If you mean building regulation E (equates to a fairly reasonable standard of acoustic privacy) I think this became compulsory for works starting after April 2005, so plenty of recently completed stuff and even some stuff still in the pipeline is not compliant.
Plenty of flats built in the last 40 years have only a partition wall seperating them, but it's not necessarily true that this is worse than older, "more solid" builds. A single course of bricks seperating one demise from another can let more noise through than acoustic plasterboard and resilient bars. The worst offenders (and the cheapest to build) are those which just have two sheets of standard plasterboard either side of a void seperating the flats. You can look forward to hearing the neighbours flush the loo and pry into the details of their most intimate conversations, a situation which reg E tries to end.

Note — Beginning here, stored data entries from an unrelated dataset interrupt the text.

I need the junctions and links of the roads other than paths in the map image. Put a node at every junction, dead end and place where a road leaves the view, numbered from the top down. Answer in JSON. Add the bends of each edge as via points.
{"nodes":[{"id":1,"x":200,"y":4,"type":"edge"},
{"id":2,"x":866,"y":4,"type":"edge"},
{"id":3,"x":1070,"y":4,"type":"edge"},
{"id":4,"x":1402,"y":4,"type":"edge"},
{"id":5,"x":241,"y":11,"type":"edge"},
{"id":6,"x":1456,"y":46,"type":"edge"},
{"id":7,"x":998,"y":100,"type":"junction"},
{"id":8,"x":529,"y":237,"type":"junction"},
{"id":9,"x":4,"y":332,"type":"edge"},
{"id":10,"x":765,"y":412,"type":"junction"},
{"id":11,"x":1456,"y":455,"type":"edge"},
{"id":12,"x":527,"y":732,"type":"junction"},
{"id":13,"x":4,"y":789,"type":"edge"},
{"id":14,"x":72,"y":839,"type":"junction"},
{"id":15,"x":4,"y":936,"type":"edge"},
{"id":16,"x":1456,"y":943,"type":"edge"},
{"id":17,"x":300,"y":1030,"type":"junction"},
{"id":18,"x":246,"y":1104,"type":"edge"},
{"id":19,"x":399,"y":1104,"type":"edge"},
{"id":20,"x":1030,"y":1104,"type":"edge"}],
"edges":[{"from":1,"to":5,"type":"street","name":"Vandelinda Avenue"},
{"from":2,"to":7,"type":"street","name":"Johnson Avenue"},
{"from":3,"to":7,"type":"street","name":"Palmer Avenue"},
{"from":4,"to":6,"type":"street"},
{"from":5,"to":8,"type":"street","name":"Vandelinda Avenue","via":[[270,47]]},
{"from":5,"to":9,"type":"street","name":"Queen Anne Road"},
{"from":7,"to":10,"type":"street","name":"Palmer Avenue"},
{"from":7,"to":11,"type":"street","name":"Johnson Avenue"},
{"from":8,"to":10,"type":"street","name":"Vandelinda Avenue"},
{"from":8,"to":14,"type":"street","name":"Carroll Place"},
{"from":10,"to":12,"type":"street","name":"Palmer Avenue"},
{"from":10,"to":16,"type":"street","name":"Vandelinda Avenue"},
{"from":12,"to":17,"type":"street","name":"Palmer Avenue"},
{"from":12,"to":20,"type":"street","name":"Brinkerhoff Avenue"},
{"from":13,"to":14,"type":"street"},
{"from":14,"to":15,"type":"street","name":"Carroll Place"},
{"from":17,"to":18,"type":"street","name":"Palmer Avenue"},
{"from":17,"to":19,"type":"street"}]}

The walls may be one thing, but after renting numerous types of flats in London over a number of years I've come to the conclusion that what happens above the ceiling is the most critical of all to ensuring a good night's sleep. The worst offenders are unsealed (and, in modern fashion, exposed) floorboards supported by the same joists hanging the plasterboard ceiling. However, even sealed concrete floors will happily conduct impact noise, and non-impact noise invariably finds a way down through service ducts. Effective solutions to this pernicious problem:
1) control the space above your bedroom (i.e. it's part of your flat)
2) ensure the space above is empty (i.e. top floor flat).